C’est une expérience on ne peut plus ordinaire. Une soirée enivrée du festival open air de théâtre à Fribourg en Suisse[36], on quitte avec un groupe d’amis la terrasse d’un bar pour se mettre en route à la maison. On n’a pas encore fait deux pas qu’il faut s’arrêter pour dire adieu à d’autres amis. Ces amis, je ne les connais pas, j’ai très froid et ai envie de rentrer. J’attends les autres qui ne devraient pas tarder, quand je me rends compte qu’au lieu de dire adieu et poursuivre le chemin, une nouvelle conversation s’est nouée. En effet, pour partir, il faut encore assurer les autres que l’on se revoie demain, leur dire que la pièce a été bien etc. Quand cela s’est reproduit non pas encore une fois mais  plusieurs, j’ai eu l’impression qu’une logique maléfique doit être à l’œuvre qui nous interdit impérieusement de partir en effet. J’ai alors pensé (et je pense toujours) qu’il s’agit du paradoxe de l’adieu. En effet, « adieu » ne se laisse dire en toute rigueur ni avant, ni après le départ. Avant le départ, il est sans effet parce que celui qui part est encore là. Après le départ non plus, parce qu’il n’y est plus, évidemment.

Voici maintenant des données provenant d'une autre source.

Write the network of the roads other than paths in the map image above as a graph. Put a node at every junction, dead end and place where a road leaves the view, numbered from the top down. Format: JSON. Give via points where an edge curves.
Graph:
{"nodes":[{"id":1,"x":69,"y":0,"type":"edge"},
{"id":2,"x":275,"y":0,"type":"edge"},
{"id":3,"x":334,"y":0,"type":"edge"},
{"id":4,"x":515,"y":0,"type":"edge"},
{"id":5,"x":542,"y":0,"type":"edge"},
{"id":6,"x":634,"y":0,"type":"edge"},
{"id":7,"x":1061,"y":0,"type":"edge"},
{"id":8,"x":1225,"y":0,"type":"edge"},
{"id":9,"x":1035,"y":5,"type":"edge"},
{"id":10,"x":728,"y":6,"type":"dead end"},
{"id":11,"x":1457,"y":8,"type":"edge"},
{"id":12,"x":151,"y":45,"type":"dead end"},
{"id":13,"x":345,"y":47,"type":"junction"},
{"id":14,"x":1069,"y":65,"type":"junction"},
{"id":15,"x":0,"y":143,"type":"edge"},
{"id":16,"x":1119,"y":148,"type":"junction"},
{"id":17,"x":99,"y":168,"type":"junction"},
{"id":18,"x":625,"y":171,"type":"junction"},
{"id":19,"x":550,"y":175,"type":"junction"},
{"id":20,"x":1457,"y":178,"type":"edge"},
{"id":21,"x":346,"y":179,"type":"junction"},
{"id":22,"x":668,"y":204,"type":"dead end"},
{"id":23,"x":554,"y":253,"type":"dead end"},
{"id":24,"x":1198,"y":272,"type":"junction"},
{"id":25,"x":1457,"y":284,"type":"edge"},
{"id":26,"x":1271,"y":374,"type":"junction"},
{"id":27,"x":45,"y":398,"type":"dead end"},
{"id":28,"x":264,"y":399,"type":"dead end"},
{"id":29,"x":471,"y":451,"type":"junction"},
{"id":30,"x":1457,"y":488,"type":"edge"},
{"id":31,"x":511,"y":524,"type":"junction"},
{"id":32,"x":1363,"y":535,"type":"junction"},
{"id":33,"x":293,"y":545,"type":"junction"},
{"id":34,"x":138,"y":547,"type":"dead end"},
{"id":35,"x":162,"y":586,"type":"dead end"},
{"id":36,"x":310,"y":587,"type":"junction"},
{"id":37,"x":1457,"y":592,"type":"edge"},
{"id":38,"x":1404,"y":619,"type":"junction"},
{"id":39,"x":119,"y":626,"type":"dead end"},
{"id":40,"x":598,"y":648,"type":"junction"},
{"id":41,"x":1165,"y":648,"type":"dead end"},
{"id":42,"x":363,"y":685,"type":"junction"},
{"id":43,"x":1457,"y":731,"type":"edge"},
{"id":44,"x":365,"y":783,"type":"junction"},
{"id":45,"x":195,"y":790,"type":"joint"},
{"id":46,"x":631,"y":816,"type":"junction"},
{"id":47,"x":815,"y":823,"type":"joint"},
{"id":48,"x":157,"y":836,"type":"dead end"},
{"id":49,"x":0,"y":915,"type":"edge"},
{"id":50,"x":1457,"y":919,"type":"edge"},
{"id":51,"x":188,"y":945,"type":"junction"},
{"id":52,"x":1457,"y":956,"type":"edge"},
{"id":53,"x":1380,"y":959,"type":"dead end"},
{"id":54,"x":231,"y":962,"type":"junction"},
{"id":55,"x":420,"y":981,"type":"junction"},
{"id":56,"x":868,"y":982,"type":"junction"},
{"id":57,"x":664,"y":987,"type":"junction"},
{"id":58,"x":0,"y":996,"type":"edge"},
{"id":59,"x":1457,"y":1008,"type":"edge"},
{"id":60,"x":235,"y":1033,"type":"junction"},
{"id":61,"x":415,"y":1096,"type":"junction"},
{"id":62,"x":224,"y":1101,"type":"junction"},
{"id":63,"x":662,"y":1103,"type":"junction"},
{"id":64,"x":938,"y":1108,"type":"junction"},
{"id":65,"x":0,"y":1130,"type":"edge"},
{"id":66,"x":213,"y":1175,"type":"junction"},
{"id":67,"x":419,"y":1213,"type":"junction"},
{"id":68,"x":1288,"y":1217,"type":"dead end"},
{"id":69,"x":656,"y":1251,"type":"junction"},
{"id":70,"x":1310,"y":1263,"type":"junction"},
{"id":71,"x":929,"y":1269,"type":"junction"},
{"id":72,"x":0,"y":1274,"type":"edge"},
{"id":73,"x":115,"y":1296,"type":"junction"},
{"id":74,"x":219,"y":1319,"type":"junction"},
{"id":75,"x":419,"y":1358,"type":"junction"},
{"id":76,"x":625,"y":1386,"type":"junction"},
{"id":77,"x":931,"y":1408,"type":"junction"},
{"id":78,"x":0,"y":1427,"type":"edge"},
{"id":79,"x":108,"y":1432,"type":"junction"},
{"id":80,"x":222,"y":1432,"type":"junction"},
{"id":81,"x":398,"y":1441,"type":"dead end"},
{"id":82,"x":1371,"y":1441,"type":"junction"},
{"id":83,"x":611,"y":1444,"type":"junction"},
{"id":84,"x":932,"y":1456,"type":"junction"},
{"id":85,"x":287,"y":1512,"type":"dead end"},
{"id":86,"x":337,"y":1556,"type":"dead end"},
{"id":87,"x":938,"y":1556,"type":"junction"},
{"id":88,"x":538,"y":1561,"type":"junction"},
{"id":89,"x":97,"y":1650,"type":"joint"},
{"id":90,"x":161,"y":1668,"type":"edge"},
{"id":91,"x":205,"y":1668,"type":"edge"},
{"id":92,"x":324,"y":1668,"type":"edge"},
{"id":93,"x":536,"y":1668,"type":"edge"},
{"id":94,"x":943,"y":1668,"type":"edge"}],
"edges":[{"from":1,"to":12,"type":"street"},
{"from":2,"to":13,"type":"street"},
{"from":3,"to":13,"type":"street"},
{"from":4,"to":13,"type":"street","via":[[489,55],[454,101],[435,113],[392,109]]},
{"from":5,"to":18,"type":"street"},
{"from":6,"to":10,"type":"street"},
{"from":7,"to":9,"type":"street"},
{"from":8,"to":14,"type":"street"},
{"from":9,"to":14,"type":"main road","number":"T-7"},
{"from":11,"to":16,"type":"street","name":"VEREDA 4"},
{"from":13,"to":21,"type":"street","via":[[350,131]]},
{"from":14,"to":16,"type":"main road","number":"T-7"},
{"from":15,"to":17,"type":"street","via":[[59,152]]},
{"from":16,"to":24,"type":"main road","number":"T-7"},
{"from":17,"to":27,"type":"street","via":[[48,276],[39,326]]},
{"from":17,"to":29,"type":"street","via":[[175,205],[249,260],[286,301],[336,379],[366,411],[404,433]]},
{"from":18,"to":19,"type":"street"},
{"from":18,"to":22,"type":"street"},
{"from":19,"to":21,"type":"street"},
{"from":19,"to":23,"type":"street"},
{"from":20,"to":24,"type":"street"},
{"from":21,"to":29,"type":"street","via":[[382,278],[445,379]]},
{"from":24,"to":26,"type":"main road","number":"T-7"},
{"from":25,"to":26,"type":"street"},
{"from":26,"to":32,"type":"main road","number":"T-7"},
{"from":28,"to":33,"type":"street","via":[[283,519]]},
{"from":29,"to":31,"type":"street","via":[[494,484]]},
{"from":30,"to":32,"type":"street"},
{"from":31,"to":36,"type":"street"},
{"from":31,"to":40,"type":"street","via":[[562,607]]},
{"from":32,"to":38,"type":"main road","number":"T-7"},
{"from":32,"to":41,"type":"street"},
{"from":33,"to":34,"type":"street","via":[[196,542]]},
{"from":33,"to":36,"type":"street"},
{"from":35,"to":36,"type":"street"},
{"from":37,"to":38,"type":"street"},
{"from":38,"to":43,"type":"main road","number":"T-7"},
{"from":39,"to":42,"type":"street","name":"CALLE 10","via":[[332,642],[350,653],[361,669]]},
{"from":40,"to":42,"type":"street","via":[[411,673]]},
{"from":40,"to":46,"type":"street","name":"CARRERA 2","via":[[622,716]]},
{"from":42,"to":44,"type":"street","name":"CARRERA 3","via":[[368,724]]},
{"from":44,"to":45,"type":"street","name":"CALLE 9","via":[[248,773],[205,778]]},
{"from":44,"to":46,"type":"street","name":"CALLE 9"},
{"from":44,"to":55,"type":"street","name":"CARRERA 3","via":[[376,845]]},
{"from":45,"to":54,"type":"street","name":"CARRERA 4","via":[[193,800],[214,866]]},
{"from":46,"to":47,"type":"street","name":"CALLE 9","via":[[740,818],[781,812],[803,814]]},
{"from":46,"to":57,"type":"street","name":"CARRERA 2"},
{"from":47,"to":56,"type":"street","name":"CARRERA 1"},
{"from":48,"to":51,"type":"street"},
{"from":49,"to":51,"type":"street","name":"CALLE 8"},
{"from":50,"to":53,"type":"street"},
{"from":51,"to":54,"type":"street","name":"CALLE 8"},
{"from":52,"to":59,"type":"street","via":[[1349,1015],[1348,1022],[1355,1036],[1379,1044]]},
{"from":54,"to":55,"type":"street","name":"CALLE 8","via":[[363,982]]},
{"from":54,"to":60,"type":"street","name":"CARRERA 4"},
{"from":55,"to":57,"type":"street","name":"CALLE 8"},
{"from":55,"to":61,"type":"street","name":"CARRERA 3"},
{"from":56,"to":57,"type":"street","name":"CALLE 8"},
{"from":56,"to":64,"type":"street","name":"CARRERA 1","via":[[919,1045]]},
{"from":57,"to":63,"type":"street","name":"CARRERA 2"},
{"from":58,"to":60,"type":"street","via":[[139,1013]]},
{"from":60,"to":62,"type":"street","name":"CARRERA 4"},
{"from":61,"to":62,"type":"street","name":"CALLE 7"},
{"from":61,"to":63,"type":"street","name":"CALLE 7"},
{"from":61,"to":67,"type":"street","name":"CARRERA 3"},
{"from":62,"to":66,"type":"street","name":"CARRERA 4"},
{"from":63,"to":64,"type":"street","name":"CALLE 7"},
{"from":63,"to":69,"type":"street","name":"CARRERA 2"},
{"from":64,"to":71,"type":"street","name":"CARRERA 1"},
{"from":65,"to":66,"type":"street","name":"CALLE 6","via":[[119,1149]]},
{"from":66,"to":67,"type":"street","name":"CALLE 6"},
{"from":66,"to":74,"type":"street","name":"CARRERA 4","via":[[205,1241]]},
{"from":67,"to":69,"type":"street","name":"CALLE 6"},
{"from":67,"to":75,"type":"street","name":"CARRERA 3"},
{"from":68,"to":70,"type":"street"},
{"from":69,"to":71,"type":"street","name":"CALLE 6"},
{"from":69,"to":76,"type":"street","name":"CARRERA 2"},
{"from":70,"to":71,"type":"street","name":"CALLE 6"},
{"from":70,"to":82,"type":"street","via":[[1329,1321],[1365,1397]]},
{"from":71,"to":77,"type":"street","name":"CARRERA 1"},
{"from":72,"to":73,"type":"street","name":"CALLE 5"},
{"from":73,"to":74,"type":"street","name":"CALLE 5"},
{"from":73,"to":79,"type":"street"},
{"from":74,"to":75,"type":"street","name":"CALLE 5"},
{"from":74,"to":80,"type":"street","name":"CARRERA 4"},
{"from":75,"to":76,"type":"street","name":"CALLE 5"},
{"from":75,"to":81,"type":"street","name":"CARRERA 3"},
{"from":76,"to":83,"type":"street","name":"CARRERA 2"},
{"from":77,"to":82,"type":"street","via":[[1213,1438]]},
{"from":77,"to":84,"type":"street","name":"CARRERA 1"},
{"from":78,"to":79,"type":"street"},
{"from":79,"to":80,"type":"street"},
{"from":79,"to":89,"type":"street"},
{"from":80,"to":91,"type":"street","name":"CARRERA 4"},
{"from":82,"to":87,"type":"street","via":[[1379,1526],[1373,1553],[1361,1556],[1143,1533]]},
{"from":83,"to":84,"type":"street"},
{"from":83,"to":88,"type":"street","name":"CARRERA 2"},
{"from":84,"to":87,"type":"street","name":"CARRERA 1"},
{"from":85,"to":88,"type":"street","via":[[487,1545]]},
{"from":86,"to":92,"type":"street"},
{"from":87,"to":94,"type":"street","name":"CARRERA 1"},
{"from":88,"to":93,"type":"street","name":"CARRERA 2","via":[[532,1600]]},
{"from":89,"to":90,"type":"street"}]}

(J’ai communiqué cette observation à un philosophe analyticien qui a été présent. Il a haussé les épaules et m’a répondu, taciturne, que c’est comme ça qu’on utilise le mot, sans expliquer davantage sa pensée. Je crois qu’il se disait tout simplement que je raconte des âneries et qu’il trouvait plus chic de me le dire par une formule vaguement wittgensteinienne. En y repensant, je trouve cependant sa remarque précieuse et suis même tentée de chercher quelque nécessité dans le fait qu’il a dit ce qu’il a dit de la façon dont il l’a dit pour que la révélation puisse s’accomplir à ce moment là, puisqu’en effet, il s’agit de la façon dont fonctionne l’adieu, Dieu n’a à mon avis rien à voir là-dedans.)

Il va sans dire qu’il n’y a pas tout le monde qui est forcément sensible à un degré égal au pouvoir de ce paradoxe, qui se laisse donc capturer dans le piège de l’adieu. Les considérations relationnelles entrent également en compte. Par exemple moi je suis resté un spectateur extérieur dans la situation que j’ai racontée, mais j’ai constaté à d’autres occasions que je suis extrêmement impressionnable par le paradoxe d’adieu, comme quand je sens une nécessité absolue d’écrire un message aux gens avec lesquelles on vient de se quitter, précisément pour tenter de dire adieu après l’adieu, dire l’adieu en absence. Quoiqu’il procure un relatif apaisement, l’astuce d’un sms écrit ainsi par exemple dans le train qui nous porte loin de nos proches ne peut évidemment rien accomplir de décisif, puisque le moment juste pour dire adieu n’existe tout simplement pas, entre « encore là » et « plus là », il n’y a aucun intermédiaire. On se détourne et on n’est plus là, on se retourne et on est là à nouveau, c’est tout.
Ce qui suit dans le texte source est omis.